Die erste Idee, angelehnt an die Aktionen auf der Krim London zu besetzen, weil da eh schon so viele russische Millionäre leben, erschien Theresa dann allerdings doch zu abwegig.

Den Gedanken der Premierministerin, die russischen Trollfabriken und Bots aufzudecken, lehnte wiederum Putin mit dem Hinweis ab, dass sie wohl gerade beim Brexit auch davon profitiert hätte und dass man das Instrument nicht verbrennen dürfe. Aber Putin wäre nicht der KGB-Offizier, der er nun mal war, wenn ihm nicht doch noch eine gute Lösung eingefallen wäre. Eine Agentengeschichte sollte es sein. Sowas ist immer ein wenig mystisch, die Leute fangen immer sofort an zu spekulieren und sich an alles zu erinnern, was sie in einschlägigen Filmen gesehen hatten. Es braucht immer einen Helden und von Anfang an ist klar – die eigentliche Wahrheit wird dem gewöhnlichen Volk für immer verborgen bleiben. Und weil es eben eine Agentengeschichte ist, akzeptiert das auch jeder. Und man kann so eine Geschichte über viele Jahre immer wieder nutzen, egal für welche Interessen. Theresa war begeistert. Man brauchte nur noch ein Opfer. Jemand der auf beiden Seiten unten durch ist, einen Doppelagenten am besten. Und der war auch schnell gefunden, ein Kerl namens Skripal. Theresa warf ein, dass in der Vergangenheit eine rätselhafte Vergiftung immer eine ganz besonders effektvolle öffentliche Wirkung hatte und Wladimir schlug vor, Novichok zu verwenden. Da ließe sich leicht eine Spur nach Russland legen, wo das Zeug ja entwickelt wurde, aber zugleich ist das Zeug inzwischen so gestreut worden, dass sich die Herkunft niemals beweisen ließe. Beide waren nun restlos begeistert von der Idee. „Du musst halt richtig hart reagieren. Am besten so, dass die Dummköpfe von NATO und EU gleich mit auf den Zug springen.
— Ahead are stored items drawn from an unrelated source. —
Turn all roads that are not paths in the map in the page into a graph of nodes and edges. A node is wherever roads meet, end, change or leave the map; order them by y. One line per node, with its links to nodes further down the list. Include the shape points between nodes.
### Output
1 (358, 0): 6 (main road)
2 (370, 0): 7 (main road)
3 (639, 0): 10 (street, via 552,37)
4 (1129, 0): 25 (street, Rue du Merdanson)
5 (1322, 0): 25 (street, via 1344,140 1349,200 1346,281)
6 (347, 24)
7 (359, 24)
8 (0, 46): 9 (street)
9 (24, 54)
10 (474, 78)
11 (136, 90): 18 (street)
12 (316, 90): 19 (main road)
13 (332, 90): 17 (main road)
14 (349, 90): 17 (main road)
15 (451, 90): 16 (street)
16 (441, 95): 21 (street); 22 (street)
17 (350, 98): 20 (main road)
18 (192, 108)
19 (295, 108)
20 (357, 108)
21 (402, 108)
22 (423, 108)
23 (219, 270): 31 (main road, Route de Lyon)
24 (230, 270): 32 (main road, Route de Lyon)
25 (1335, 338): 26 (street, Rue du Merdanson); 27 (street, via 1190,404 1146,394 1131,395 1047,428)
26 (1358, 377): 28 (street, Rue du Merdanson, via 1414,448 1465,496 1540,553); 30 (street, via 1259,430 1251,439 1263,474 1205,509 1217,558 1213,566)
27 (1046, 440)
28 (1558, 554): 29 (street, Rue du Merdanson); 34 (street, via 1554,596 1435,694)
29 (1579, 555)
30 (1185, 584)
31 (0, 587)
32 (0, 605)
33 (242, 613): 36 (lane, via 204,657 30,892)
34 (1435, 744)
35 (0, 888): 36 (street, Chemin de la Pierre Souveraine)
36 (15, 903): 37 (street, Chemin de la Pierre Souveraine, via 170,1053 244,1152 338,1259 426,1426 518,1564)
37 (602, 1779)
Wenn ich die dann entlarven kann, hab ich auch was davon.“ Putin geriet ins Schwärmen. „Macht Ihr das selber oder sollen wir jemand vorbeischicken?“ „Das muss ich mir nochmal durch den Kopf gehen lassen“ meinte Theresa noch, als sie das Türschloss hörte und Philip durch den Flur torkelte: „My Darling May Bee we will have a beautiful night!“ Teresa beendete das Gespräch mit Wladimir und die Dinge nahmen ihren Lauf.

Jeder Schatten ist

ein freundlicher Hinweis darauf,

dass es Licht gibt.

Südtiroler

Birte hat mir kürzlich mit glänzenden Augen und einem leichten Beben in der Stimme erzählt, dass sie jetzt einen Südtiroler hat. Naja, dachte ich mir, wenigstens kein Österreicher oder Schweizer. Näheres zu den Umständen des Zusammenkommens wollte ich eigentlich gar nicht wissen, weil mich solche Geschichten immer eher deprimieren. Birte drückte mir trotzdem einige Details über die Vorzüge ihrer neuesten Errungenschaft rein und ich versuchte so gut es ging wegzuhören. Ei-gentlich will ich ja nichts von Birte, aber die Geschichte mit diesem Südtiroler löste doch ein gewisses Unwohlsein in mir aus. Birte muss das bemerkt haben, denn sie wechselte abrupt das Thema und wir haben uns den Rest des Abends mit Inbrunst über Mobilität in der Stadt unterhalten.